U.S. v. Duperval (S.D. Fla.) is an FCPA related action against Jean Duperval, the former director of international relations for Telecommnications D’Haiti S.A.M. or Haiti Teleco. Following a jury trial Mr. Duperval was convicted on two counts of conspiracy to commit money laundering and 19 counts of money laundering. The charges stem from the period 2003 to 2006 during which about $500,000 was paid to two shell companies for bribes for Mr. Duperval in connection with the issuance of preferred telecommunication rates, a continued telecommunications connection with Haiti and the continuation of a favorable contract with Haiti Telco. The payments were documented with invoices for consulting services although no real services were rendered. Previously, seven other individuals have been convicted on charges related to the scheme.

CFTC

Goldman Sachs Execution & Clearing, L.P., a registered futures commission merchant, agreed to the entry of a cease and desist order, to implement improved procedures and to pay a $5.5 million civil penalty and $1.5 million in disgorgement to resolve a proceeding.
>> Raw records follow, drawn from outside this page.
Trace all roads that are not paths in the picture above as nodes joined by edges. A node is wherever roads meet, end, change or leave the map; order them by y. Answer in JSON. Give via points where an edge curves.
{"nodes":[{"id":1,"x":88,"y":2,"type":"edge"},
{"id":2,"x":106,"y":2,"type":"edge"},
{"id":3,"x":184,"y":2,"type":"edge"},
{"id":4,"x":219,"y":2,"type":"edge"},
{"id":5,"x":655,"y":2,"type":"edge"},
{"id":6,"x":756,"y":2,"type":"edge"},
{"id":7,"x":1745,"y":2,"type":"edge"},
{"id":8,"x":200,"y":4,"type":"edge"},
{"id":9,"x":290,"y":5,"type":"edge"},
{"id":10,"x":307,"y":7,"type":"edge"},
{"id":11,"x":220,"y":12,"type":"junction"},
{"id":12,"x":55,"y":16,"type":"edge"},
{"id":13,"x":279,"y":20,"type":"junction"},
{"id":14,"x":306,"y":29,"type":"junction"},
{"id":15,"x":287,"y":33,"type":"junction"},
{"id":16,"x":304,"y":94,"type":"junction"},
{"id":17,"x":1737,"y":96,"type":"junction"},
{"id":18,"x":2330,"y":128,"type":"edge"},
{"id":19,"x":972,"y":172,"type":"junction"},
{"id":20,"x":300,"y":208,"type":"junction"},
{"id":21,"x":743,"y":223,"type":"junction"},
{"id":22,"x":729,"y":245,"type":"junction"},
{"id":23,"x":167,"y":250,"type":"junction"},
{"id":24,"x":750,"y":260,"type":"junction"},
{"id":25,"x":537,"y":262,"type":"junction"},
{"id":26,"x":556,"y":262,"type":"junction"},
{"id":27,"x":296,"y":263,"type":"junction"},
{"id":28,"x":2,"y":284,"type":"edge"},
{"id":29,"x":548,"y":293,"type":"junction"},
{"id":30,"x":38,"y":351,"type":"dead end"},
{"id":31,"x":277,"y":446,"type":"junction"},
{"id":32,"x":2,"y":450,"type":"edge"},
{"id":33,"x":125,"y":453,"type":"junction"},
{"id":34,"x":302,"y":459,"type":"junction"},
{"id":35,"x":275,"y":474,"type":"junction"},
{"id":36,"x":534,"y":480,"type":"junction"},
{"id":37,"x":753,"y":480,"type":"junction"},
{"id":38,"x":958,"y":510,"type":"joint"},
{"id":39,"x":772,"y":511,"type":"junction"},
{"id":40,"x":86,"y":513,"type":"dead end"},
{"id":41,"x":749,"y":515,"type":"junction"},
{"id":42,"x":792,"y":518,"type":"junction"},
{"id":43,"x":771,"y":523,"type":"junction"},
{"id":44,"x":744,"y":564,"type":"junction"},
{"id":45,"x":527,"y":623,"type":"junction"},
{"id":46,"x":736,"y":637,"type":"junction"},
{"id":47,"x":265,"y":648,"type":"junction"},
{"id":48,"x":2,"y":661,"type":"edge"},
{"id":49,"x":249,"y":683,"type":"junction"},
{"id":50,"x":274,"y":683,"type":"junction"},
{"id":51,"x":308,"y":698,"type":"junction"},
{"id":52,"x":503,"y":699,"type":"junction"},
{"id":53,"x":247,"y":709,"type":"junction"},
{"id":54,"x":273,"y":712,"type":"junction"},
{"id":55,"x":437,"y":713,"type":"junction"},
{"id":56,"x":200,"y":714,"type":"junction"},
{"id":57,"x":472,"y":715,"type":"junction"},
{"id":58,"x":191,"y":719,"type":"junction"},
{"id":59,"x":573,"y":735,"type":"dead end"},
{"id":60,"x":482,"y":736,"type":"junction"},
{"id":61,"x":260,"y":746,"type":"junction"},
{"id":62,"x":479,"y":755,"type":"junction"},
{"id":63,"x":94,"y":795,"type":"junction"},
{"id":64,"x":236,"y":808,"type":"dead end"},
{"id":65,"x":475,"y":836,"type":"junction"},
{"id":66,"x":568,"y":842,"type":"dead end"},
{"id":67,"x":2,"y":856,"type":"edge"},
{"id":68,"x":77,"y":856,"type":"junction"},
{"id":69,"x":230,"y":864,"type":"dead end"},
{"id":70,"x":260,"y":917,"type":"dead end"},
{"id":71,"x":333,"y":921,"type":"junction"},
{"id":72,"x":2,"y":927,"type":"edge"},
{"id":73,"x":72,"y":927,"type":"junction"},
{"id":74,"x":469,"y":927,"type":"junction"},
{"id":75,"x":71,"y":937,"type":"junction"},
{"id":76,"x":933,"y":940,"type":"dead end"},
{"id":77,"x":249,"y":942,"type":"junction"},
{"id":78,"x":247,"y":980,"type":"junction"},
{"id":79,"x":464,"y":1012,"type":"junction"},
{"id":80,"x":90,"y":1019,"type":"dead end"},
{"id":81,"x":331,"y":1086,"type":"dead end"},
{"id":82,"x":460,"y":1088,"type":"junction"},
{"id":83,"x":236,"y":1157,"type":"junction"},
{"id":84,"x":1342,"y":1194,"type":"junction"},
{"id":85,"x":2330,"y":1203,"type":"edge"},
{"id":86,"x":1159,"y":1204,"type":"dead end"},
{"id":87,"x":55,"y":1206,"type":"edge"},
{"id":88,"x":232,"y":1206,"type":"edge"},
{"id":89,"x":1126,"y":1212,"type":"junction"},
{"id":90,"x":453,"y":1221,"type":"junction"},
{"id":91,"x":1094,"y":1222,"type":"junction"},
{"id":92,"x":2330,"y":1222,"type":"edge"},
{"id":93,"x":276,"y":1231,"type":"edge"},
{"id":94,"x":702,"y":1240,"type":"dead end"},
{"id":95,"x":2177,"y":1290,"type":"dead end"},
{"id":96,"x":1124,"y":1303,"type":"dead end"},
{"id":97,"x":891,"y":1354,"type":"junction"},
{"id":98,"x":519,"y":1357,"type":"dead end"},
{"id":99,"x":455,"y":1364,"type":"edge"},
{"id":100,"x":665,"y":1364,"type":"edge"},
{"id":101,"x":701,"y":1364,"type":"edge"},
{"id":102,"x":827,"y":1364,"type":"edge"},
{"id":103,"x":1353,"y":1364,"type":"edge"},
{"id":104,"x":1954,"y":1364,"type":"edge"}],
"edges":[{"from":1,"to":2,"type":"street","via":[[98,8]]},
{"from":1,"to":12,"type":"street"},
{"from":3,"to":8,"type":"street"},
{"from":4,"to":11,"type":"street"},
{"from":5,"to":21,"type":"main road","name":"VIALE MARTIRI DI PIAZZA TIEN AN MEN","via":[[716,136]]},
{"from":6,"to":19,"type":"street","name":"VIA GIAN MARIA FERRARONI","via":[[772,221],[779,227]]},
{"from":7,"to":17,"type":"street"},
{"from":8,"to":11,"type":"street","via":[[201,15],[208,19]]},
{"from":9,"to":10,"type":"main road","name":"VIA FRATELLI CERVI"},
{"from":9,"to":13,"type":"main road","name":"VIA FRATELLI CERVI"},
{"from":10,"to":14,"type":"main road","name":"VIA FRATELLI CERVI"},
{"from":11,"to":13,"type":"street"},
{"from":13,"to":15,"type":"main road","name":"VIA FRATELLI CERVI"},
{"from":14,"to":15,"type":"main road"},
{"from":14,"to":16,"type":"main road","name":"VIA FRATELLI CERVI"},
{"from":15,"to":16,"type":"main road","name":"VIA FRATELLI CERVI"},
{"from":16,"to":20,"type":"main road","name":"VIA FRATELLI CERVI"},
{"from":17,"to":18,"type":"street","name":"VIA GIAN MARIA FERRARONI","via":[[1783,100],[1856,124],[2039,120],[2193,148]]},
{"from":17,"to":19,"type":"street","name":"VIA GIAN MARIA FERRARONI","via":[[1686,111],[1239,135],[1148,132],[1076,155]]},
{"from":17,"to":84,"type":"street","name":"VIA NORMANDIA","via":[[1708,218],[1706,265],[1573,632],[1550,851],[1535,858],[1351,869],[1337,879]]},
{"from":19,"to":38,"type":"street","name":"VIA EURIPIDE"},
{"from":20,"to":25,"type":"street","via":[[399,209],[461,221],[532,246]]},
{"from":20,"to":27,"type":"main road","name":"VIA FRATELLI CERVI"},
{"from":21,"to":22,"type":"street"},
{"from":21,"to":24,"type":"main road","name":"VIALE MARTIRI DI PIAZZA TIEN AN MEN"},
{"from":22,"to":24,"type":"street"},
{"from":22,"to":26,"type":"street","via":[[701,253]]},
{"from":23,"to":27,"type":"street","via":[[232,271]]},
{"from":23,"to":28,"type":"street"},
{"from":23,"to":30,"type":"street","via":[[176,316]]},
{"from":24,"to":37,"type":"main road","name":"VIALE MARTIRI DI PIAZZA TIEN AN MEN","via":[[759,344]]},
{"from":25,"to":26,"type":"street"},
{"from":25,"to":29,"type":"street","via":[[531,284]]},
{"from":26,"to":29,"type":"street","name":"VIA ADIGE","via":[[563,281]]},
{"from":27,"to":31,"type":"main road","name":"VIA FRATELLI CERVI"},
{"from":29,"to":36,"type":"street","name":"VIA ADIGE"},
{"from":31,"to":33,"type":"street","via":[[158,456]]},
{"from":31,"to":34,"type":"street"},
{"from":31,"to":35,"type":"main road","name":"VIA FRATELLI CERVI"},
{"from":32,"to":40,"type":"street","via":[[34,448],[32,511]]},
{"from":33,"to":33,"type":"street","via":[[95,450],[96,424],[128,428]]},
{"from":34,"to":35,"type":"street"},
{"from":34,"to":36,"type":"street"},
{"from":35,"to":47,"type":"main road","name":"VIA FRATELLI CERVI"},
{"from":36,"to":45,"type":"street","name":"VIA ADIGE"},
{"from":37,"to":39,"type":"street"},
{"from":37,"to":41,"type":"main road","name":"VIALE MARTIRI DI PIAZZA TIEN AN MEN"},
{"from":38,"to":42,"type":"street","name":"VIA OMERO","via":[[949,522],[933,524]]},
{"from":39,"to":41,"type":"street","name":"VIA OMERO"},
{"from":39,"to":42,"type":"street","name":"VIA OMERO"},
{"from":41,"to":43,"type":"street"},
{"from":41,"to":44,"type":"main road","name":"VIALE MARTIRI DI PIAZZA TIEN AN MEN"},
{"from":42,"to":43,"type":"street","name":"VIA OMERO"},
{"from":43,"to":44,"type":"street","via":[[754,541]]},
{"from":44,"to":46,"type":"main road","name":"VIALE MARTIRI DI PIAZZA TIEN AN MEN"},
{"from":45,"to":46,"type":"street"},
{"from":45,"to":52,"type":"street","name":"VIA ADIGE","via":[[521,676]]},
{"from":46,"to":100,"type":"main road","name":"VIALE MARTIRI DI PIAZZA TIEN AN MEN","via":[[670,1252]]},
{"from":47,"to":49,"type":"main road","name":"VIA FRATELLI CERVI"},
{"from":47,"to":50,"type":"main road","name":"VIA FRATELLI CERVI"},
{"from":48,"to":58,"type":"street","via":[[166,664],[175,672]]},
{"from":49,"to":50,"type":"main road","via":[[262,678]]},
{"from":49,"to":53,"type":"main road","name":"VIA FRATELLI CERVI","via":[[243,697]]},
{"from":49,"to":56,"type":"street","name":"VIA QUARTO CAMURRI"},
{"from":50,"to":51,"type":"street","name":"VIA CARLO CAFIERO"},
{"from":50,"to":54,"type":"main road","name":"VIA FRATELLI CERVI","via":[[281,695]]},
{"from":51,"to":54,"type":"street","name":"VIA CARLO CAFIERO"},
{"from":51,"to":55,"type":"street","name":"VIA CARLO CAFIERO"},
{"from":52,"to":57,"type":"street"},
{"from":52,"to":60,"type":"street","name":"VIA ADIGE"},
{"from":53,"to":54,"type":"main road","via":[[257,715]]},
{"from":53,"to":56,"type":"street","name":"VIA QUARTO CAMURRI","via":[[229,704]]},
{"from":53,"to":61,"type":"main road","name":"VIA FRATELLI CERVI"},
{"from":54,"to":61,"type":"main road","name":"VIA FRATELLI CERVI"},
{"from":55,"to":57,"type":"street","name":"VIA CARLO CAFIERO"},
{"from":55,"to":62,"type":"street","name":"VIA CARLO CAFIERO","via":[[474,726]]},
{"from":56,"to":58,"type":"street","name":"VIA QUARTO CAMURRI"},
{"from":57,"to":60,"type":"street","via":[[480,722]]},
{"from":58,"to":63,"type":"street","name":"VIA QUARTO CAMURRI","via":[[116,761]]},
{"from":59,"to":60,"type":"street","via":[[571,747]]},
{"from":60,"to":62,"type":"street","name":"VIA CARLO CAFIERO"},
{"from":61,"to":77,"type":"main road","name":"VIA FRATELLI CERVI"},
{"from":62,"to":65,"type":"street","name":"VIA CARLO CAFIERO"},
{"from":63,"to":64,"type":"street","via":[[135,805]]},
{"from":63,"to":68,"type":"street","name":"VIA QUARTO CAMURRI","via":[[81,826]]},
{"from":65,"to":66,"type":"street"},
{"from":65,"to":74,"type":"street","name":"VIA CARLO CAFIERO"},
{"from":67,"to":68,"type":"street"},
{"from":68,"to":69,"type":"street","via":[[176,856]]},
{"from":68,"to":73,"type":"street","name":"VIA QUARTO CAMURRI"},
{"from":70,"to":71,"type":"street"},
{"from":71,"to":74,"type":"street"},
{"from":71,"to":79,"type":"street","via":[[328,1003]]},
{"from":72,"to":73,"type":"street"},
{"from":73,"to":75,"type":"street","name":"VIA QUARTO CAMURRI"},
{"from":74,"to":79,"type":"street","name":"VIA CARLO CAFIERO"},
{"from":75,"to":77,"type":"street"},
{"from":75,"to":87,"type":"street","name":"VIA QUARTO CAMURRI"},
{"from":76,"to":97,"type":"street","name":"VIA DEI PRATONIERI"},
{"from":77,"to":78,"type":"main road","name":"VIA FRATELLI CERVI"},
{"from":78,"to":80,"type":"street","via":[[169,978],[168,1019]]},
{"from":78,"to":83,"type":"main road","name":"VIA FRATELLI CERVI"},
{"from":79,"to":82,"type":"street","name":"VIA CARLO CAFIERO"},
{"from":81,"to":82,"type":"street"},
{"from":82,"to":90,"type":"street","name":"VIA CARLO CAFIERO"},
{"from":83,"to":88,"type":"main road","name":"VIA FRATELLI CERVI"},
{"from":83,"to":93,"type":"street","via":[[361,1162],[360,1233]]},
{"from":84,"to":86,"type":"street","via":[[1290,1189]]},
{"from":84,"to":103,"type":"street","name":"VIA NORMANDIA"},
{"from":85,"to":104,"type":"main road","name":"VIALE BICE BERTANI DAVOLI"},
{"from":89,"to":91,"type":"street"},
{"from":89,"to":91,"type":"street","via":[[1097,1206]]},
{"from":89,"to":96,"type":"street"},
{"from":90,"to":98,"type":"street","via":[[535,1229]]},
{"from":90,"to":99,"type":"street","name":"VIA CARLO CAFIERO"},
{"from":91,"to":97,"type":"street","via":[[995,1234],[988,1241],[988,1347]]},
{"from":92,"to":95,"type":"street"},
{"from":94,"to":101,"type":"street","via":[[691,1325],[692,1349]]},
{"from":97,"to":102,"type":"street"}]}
The action was based on allegations that it failed to diligently supervise accounts during the period May 2007 through December 2009. The firm provided back-office and other services to some clients who are broker dealers. One of those clients permitted investors to trade commodities in subaccounts. Goldman Sachs Execution failed to diligently supervise the handling of the subaccounts, failing to investigate signs of questionable conduct regarding rule violations. During the period the firm received about $1.5 million of gross fees and commissions from transacts it executed and/or cleared on behalf of the broker dealer involved.

FSA

Market crisis: The FSA brought an action against HBCS Group and its primary subsidiary, the Bank of Scotland PLC, centered on the market crisis. From January 2006 through December 2008 the FSA concluded that Bank of Scotland: Pursued an aggressive growth strategy that focused on high-risk, sub-investment grade lending; increased the complexity and size of its high risk transactions as the crisis unfolded; continued to increase its market share in this high risk area as others pulled out of the market; and had an internal structure more focused on profits than risk. These actions stemmed from serious control deficiencies. As the market crisis continued to unfold, and the stress in the bank’s transactions became apparent, it was “slow” to move the transactions to the High Risk area despite a significant risk to the firm’s capital. This failure meant that the extent of the risk was not fully known to the Group’s board or auditors. Ultimately as a result of these failures the government and the taxpayers were forced to bail out the Bank. For failing to take reasonable care to organize and control its affairs with adequate risk management the FSA imposed a censure. The agency explained that ordinarily a fine would be imposed but that would be a double cost to the taxpayer under the circumstances.